### WORK TO COMPLETE
Your transcription must include every record word for word and no pictures.

[Dataset records]
┏━━

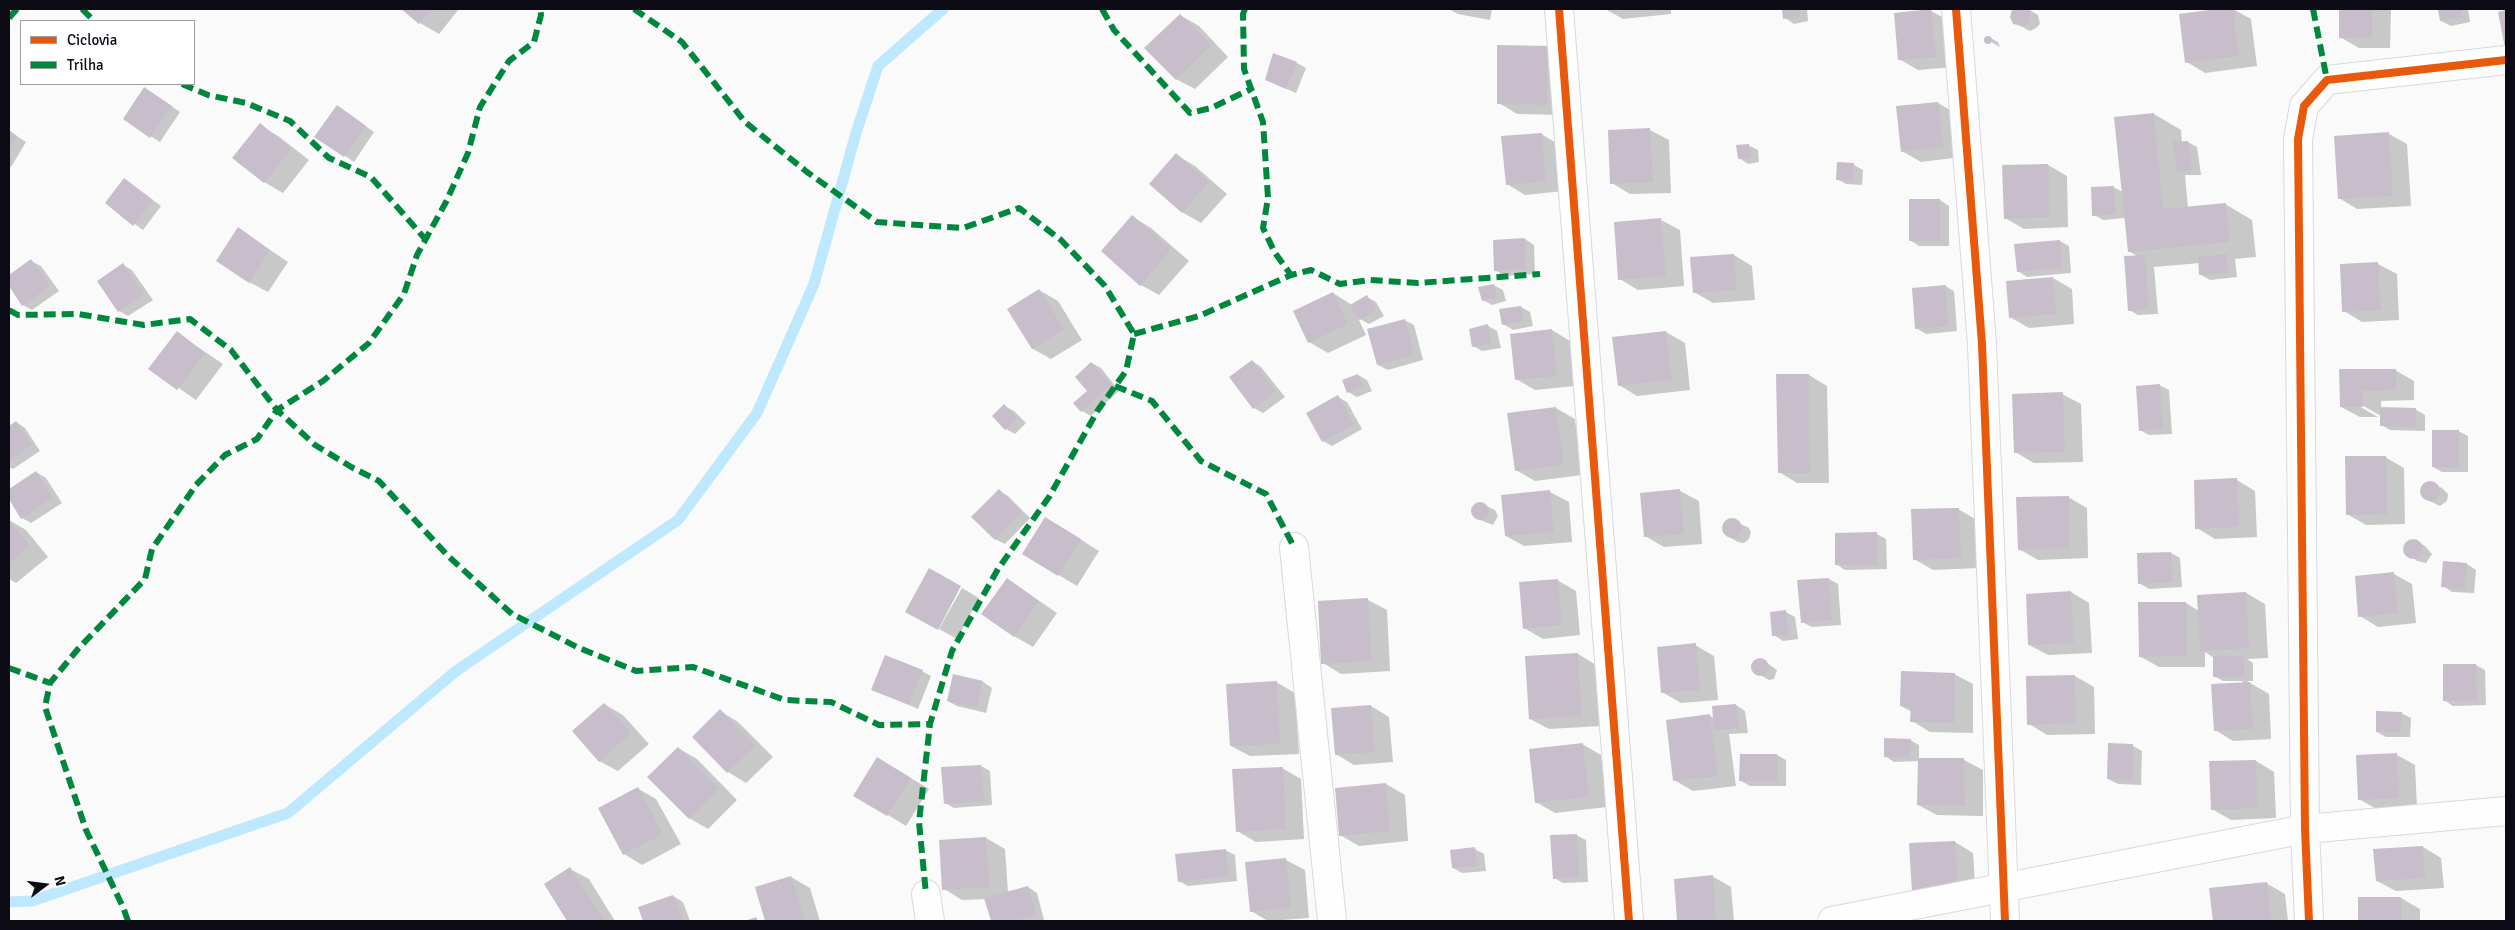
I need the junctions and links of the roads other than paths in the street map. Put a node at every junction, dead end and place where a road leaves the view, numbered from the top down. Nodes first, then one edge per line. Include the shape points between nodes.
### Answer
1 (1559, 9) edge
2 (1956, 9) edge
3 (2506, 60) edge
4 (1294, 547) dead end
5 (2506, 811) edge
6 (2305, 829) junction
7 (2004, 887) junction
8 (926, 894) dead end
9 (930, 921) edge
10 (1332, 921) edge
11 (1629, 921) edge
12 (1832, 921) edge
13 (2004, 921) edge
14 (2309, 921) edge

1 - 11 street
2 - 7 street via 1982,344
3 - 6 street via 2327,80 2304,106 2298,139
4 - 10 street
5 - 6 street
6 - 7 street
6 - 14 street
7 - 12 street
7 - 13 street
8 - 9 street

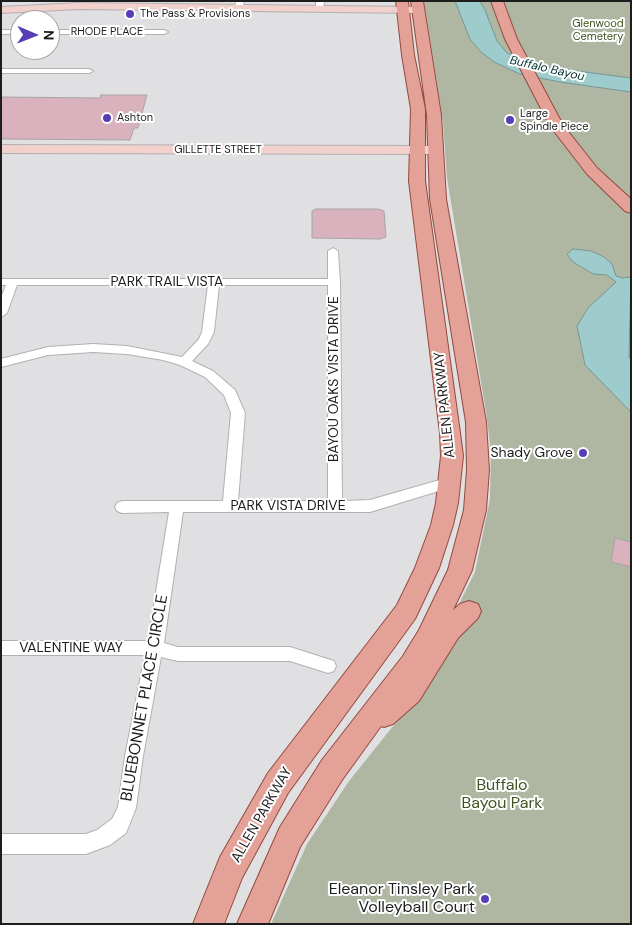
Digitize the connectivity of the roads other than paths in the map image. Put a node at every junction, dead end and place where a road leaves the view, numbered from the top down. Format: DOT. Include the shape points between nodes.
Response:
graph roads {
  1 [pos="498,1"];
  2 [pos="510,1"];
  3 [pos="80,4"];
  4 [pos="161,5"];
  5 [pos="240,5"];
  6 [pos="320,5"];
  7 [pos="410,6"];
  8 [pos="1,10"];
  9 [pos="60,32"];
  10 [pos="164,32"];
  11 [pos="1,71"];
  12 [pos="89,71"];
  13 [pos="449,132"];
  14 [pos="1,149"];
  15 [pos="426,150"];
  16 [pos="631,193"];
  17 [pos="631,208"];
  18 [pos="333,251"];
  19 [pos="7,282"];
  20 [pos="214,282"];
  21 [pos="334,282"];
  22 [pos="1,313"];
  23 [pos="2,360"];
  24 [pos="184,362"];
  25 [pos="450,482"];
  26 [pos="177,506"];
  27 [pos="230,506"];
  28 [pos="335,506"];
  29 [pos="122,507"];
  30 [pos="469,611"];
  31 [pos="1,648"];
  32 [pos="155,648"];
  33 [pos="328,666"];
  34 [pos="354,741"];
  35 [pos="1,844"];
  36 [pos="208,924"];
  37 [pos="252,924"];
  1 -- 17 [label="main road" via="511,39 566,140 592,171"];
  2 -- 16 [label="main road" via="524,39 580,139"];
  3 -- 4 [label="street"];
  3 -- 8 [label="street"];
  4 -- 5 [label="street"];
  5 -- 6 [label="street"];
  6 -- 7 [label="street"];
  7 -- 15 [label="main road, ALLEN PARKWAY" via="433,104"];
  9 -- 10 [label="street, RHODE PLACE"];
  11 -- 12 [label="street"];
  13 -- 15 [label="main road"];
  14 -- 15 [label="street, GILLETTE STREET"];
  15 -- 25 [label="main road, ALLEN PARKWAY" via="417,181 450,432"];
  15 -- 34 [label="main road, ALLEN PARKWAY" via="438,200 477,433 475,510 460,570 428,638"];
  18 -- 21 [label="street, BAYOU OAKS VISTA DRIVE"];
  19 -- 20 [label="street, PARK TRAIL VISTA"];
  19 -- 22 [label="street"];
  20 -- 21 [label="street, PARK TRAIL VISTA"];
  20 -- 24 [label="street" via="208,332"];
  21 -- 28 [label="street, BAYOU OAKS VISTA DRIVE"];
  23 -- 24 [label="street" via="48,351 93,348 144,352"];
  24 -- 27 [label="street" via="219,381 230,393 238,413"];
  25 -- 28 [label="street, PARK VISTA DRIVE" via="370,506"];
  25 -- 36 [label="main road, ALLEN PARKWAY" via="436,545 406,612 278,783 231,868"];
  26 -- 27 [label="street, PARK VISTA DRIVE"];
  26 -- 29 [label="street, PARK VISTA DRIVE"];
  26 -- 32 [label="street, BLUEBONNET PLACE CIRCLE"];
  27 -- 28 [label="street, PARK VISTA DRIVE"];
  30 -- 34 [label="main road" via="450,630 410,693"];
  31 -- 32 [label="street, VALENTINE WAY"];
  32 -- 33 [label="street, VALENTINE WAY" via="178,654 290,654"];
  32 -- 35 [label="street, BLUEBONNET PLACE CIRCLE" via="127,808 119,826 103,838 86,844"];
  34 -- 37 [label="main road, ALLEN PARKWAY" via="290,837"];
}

┗━━

### ANSWER FOR THE TASK
I need the junctions and links of the roads other than paths in the street map. Put a node at every junction, dead end and place where a road leaves the view, numbered from the top down. Nodes first, then one edge per line. Include the shape points between nodes.
### Answer
1 (1559, 9) edge
2 (1956, 9) edge
3 (2506, 60) edge
4 (1294, 547) dead end
5 (2506, 811) edge
6 (2305, 829) junction
7 (2004, 887) junction
8 (926, 894) dead end
9 (930, 921) edge
10 (1332, 921) edge
11 (1629, 921) edge
12 (1832, 921) edge
13 (2004, 921) edge
14 (2309, 921) edge

1 - 11 street
2 - 7 street via 1982,344
3 - 6 street via 2327,80 2304,106 2298,139
4 - 10 street
5 - 6 street
6 - 7 street
6 - 14 street
7 - 12 street
7 - 13 street
8 - 9 street

Digitize the connectivity of the roads other than paths in the map image. Put a node at every junction, dead end and place where a road leaves the view, numbered from the top down. Format: DOT. Include the shape points between nodes.
Response:
graph roads {
  1 [pos="498,1"];
  2 [pos="510,1"];
  3 [pos="80,4"];
  4 [pos="161,5"];
  5 [pos="240,5"];
  6 [pos="320,5"];
  7 [pos="410,6"];
  8 [pos="1,10"];
  9 [pos="60,32"];
  10 [pos="164,32"];
  11 [pos="1,71"];
  12 [pos="89,71"];
  13 [pos="449,132"];
  14 [pos="1,149"];
  15 [pos="426,150"];
  16 [pos="631,193"];
  17 [pos="631,208"];
  18 [pos="333,251"];
  19 [pos="7,282"];
  20 [pos="214,282"];
  21 [pos="334,282"];
  22 [pos="1,313"];
  23 [pos="2,360"];
  24 [pos="184,362"];
  25 [pos="450,482"];
  26 [pos="177,506"];
  27 [pos="230,506"];
  28 [pos="335,506"];
  29 [pos="122,507"];
  30 [pos="469,611"];
  31 [pos="1,648"];
  32 [pos="155,648"];
  33 [pos="328,666"];
  34 [pos="354,741"];
  35 [pos="1,844"];
  36 [pos="208,924"];
  37 [pos="252,924"];
  1 -- 17 [label="main road" via="511,39 566,140 592,171"];
  2 -- 16 [label="main road" via="524,39 580,139"];
  3 -- 4 [label="street"];
  3 -- 8 [label="street"];
  4 -- 5 [label="street"];
  5 -- 6 [label="street"];
  6 -- 7 [label="street"];
  7 -- 15 [label="main road, ALLEN PARKWAY" via="433,104"];
  9 -- 10 [label="street, RHODE PLACE"];
  11 -- 12 [label="street"];
  13 -- 15 [label="main road"];
  14 -- 15 [label="street, GILLETTE STREET"];
  15 -- 25 [label="main road, ALLEN PARKWAY" via="417,181 450,432"];
  15 -- 34 [label="main road, ALLEN PARKWAY" via="438,200 477,433 475,510 460,570 428,638"];
  18 -- 21 [label="street, BAYOU OAKS VISTA DRIVE"];
  19 -- 20 [label="street, PARK TRAIL VISTA"];
  19 -- 22 [label="street"];
  20 -- 21 [label="street, PARK TRAIL VISTA"];
  20 -- 24 [label="street" via="208,332"];
  21 -- 28 [label="street, BAYOU OAKS VISTA DRIVE"];
  23 -- 24 [label="street" via="48,351 93,348 144,352"];
  24 -- 27 [label="street" via="219,381 230,393 238,413"];
  25 -- 28 [label="street, PARK VISTA DRIVE" via="370,506"];
  25 -- 36 [label="main road, ALLEN PARKWAY" via="436,545 406,612 278,783 231,868"];
  26 -- 27 [label="street, PARK VISTA DRIVE"];
  26 -- 29 [label="street, PARK VISTA DRIVE"];
  26 -- 32 [label="street, BLUEBONNET PLACE CIRCLE"];
  27 -- 28 [label="street, PARK VISTA DRIVE"];
  30 -- 34 [label="main road" via="450,630 410,693"];
  31 -- 32 [label="street, VALENTINE WAY"];
  32 -- 33 [label="street, VALENTINE WAY" via="178,654 290,654"];
  32 -- 35 [label="street, BLUEBONNET PLACE CIRCLE" via="127,808 119,826 103,838 86,844"];
  34 -- 37 [label="main road, ALLEN PARKWAY" via="290,837"];
}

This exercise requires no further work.